Assignment
All of the records below need to be copied exactly.

Supplied data
□ □ □ □ □
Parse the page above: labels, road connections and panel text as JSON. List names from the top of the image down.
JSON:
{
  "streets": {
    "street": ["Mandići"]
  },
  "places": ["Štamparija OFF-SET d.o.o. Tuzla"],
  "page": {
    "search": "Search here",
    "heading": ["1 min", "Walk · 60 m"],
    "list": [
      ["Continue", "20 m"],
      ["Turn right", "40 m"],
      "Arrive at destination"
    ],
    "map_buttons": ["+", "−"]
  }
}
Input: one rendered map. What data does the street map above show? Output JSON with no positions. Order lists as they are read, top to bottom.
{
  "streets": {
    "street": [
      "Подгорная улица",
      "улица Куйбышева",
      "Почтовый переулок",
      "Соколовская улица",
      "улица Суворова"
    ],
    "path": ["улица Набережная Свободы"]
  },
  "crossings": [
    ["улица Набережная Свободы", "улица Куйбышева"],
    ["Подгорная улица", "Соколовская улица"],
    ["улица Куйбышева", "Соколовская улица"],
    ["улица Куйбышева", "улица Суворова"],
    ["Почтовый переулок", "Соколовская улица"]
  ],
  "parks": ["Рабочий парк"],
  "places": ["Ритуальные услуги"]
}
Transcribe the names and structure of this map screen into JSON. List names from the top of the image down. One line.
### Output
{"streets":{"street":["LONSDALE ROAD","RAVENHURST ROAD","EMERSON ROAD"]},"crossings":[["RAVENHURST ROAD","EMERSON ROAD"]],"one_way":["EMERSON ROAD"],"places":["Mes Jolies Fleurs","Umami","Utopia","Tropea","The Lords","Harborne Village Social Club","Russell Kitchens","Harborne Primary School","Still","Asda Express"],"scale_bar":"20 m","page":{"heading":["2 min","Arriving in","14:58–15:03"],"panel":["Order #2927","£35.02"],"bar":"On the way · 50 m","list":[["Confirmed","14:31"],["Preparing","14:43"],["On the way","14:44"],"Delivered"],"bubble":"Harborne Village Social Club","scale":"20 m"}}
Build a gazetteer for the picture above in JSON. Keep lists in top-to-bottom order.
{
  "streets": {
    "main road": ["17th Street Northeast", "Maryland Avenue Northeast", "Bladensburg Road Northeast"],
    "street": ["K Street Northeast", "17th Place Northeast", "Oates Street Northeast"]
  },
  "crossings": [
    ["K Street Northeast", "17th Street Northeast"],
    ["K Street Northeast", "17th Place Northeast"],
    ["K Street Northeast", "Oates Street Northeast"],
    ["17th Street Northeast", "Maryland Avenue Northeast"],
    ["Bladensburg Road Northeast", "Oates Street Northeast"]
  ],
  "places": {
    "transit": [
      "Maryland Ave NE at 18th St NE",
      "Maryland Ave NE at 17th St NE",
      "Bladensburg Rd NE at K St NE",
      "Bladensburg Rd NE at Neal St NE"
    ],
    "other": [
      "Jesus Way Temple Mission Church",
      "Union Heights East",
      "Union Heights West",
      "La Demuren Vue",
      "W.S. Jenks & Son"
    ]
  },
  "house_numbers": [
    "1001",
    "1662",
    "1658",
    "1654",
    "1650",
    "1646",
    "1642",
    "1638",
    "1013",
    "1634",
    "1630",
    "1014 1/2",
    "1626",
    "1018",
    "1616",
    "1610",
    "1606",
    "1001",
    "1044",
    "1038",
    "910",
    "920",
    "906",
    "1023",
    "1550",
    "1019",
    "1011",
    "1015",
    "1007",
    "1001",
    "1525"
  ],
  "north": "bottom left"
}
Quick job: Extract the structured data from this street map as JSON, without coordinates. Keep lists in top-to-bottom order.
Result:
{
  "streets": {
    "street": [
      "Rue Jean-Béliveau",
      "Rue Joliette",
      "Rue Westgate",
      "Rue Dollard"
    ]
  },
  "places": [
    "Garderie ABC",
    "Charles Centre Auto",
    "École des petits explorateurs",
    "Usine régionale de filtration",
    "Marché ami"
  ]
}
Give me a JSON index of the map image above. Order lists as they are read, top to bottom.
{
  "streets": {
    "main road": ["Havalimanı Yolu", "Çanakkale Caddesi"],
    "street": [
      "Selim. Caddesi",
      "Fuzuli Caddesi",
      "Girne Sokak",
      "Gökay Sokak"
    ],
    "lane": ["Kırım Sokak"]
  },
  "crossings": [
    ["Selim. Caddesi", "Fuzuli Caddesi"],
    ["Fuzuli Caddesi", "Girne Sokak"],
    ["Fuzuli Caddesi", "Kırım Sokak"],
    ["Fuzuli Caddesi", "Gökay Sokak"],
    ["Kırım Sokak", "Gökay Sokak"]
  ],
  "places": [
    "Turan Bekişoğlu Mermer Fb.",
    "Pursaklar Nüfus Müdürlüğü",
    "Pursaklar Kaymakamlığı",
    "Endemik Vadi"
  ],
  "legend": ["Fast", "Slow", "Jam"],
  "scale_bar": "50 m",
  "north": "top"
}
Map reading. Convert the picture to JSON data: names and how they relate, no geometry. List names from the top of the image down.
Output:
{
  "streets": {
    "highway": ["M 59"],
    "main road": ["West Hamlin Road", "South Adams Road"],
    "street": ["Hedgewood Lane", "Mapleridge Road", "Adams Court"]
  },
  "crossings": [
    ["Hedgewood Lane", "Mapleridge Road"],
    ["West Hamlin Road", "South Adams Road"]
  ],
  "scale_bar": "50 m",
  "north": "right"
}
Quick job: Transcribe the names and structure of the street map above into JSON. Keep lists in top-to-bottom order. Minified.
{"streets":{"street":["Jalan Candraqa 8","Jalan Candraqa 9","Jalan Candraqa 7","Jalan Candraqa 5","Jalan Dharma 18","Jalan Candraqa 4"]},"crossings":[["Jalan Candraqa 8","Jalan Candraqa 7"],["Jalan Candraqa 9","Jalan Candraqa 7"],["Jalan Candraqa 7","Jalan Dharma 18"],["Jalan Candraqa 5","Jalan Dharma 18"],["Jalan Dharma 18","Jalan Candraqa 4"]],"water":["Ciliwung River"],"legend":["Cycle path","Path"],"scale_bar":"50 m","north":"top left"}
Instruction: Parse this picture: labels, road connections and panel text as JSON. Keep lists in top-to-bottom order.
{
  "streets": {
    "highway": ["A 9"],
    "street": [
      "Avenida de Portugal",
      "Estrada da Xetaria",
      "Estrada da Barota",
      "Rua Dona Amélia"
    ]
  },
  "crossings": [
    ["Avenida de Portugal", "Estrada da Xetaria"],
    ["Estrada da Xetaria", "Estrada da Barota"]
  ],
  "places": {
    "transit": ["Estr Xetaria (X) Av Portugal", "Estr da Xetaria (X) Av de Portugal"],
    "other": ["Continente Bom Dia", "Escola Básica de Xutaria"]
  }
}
□ □ □ □ □
Result of the task
Parse the page above: labels, road connections and panel text as JSON. List names from the top of the image down.
JSON:
{
  "streets": {
    "street": ["Mandići"]
  },
  "places": ["Štamparija OFF-SET d.o.o. Tuzla"],
  "page": {
    "search": "Search here",
    "heading": ["1 min", "Walk · 60 m"],
    "list": [
      ["Continue", "20 m"],
      ["Turn right", "40 m"],
      "Arrive at destination"
    ],
    "map_buttons": ["+", "−"]
  }
}
Input: one rendered map. What data does the street map above show? Output JSON with no positions. Order lists as they are read, top to bottom.
{
  "streets": {
    "street": [
      "Подгорная улица",
      "улица Куйбышева",
      "Почтовый переулок",
      "Соколовская улица",
      "улица Суворова"
    ],
    "path": ["улица Набережная Свободы"]
  },
  "crossings": [
    ["улица Набережная Свободы", "улица Куйбышева"],
    ["Подгорная улица", "Соколовская улица"],
    ["улица Куйбышева", "Соколовская улица"],
    ["улица Куйбышева", "улица Суворова"],
    ["Почтовый переулок", "Соколовская улица"]
  ],
  "parks": ["Рабочий парк"],
  "places": ["Ритуальные услуги"]
}
Transcribe the names and structure of this map screen into JSON. List names from the top of the image down. One line.
### Output
{"streets":{"street":["LONSDALE ROAD","RAVENHURST ROAD","EMERSON ROAD"]},"crossings":[["RAVENHURST ROAD","EMERSON ROAD"]],"one_way":["EMERSON ROAD"],"places":["Mes Jolies Fleurs","Umami","Utopia","Tropea","The Lords","Harborne Village Social Club","Russell Kitchens","Harborne Primary School","Still","Asda Express"],"scale_bar":"20 m","page":{"heading":["2 min","Arriving in","14:58–15:03"],"panel":["Order #2927","£35.02"],"bar":"On the way · 50 m","list":[["Confirmed","14:31"],["Preparing","14:43"],["On the way","14:44"],"Delivered"],"bubble":"Harborne Village Social Club","scale":"20 m"}}
Build a gazetteer for the picture above in JSON. Keep lists in top-to-bottom order.
{
  "streets": {
    "main road": ["17th Street Northeast", "Maryland Avenue Northeast", "Bladensburg Road Northeast"],
    "street": ["K Street Northeast", "17th Place Northeast", "Oates Street Northeast"]
  },
  "crossings": [
    ["K Street Northeast", "17th Street Northeast"],
    ["K Street Northeast", "17th Place Northeast"],
    ["K Street Northeast", "Oates Street Northeast"],
    ["17th Street Northeast", "Maryland Avenue Northeast"],
    ["Bladensburg Road Northeast", "Oates Street Northeast"]
  ],
  "places": {
    "transit": [
      "Maryland Ave NE at 18th St NE",
      "Maryland Ave NE at 17th St NE",
      "Bladensburg Rd NE at K St NE",
      "Bladensburg Rd NE at Neal St NE"
    ],
    "other": [
      "Jesus Way Temple Mission Church",
      "Union Heights East",
      "Union Heights West",
      "La Demuren Vue",
      "W.S. Jenks & Son"
    ]
  },
  "house_numbers": [
    "1001",
    "1662",
    "1658",
    "1654",
    "1650",
    "1646",
    "1642",
    "1638",
    "1013",
    "1634",
    "1630",
    "1014 1/2",
    "1626",
    "1018",
    "1616",
    "1610",
    "1606",
    "1001",
    "1044",
    "1038",
    "910",
    "920",
    "906",
    "1023",
    "1550",
    "1019",
    "1011",
    "1015",
    "1007",
    "1001",
    "1525"
  ],
  "north": "bottom left"
}
Quick job: Extract the structured data from this street map as JSON, without coordinates. Keep lists in top-to-bottom order.
Result:
{
  "streets": {
    "street": [
      "Rue Jean-Béliveau",
      "Rue Joliette",
      "Rue Westgate",
      "Rue Dollard"
    ]
  },
  "places": [
    "Garderie ABC",
    "Charles Centre Auto",
    "École des petits explorateurs",
    "Usine régionale de filtration",
    "Marché ami"
  ]
}
Give me a JSON index of the map image above. Order lists as they are read, top to bottom.
{
  "streets": {
    "main road": ["Havalimanı Yolu", "Çanakkale Caddesi"],
    "street": [
      "Selim. Caddesi",
      "Fuzuli Caddesi",
      "Girne Sokak",
      "Gökay Sokak"
    ],
    "lane": ["Kırım Sokak"]
  },
  "crossings": [
    ["Selim. Caddesi", "Fuzuli Caddesi"],
    ["Fuzuli Caddesi", "Girne Sokak"],
    ["Fuzuli Caddesi", "Kırım Sokak"],
    ["Fuzuli Caddesi", "Gökay Sokak"],
    ["Kırım Sokak", "Gökay Sokak"]
  ],
  "places": [
    "Turan Bekişoğlu Mermer Fb.",
    "Pursaklar Nüfus Müdürlüğü",
    "Pursaklar Kaymakamlığı",
    "Endemik Vadi"
  ],
  "legend": ["Fast", "Slow", "Jam"],
  "scale_bar": "50 m",
  "north": "top"
}
Map reading. Convert the picture to JSON data: names and how they relate, no geometry. List names from the top of the image down.
Output:
{
  "streets": {
    "highway": ["M 59"],
    "main road": ["West Hamlin Road", "South Adams Road"],
    "street": ["Hedgewood Lane", "Mapleridge Road", "Adams Court"]
  },
  "crossings": [
    ["Hedgewood Lane", "Mapleridge Road"],
    ["West Hamlin Road", "South Adams Road"]
  ],
  "scale_bar": "50 m",
  "north": "right"
}
Quick job: Transcribe the names and structure of the street map above into JSON. Keep lists in top-to-bottom order. Minified.
{"streets":{"street":["Jalan Candraqa 8","Jalan Candraqa 9","Jalan Candraqa 7","Jalan Candraqa 5","Jalan Dharma 18","Jalan Candraqa 4"]},"crossings":[["Jalan Candraqa 8","Jalan Candraqa 7"],["Jalan Candraqa 9","Jalan Candraqa 7"],["Jalan Candraqa 7","Jalan Dharma 18"],["Jalan Candraqa 5","Jalan Dharma 18"],["Jalan Dharma 18","Jalan Candraqa 4"]],"water":["Ciliwung River"],"legend":["Cycle path","Path"],"scale_bar":"50 m","north":"top left"}
Instruction: Parse this picture: labels, road connections and panel text as JSON. Keep lists in top-to-bottom order.
{
  "streets": {
    "highway": ["A 9"],
    "street": [
      "Avenida de Portugal",
      "Estrada da Xetaria",
      "Estrada da Barota",
      "Rua Dona Amélia"
    ]
  },
  "crossings": [
    ["Avenida de Portugal", "Estrada da Xetaria"],
    ["Estrada da Xetaria", "Estrada da Barota"]
  ],
  "places": {
    "transit": ["Estr Xetaria (X) Av Portugal", "Estr da Xetaria (X) Av de Portugal"],
    "other": ["Continente Bom Dia", "Escola Básica de Xutaria"]
  }
}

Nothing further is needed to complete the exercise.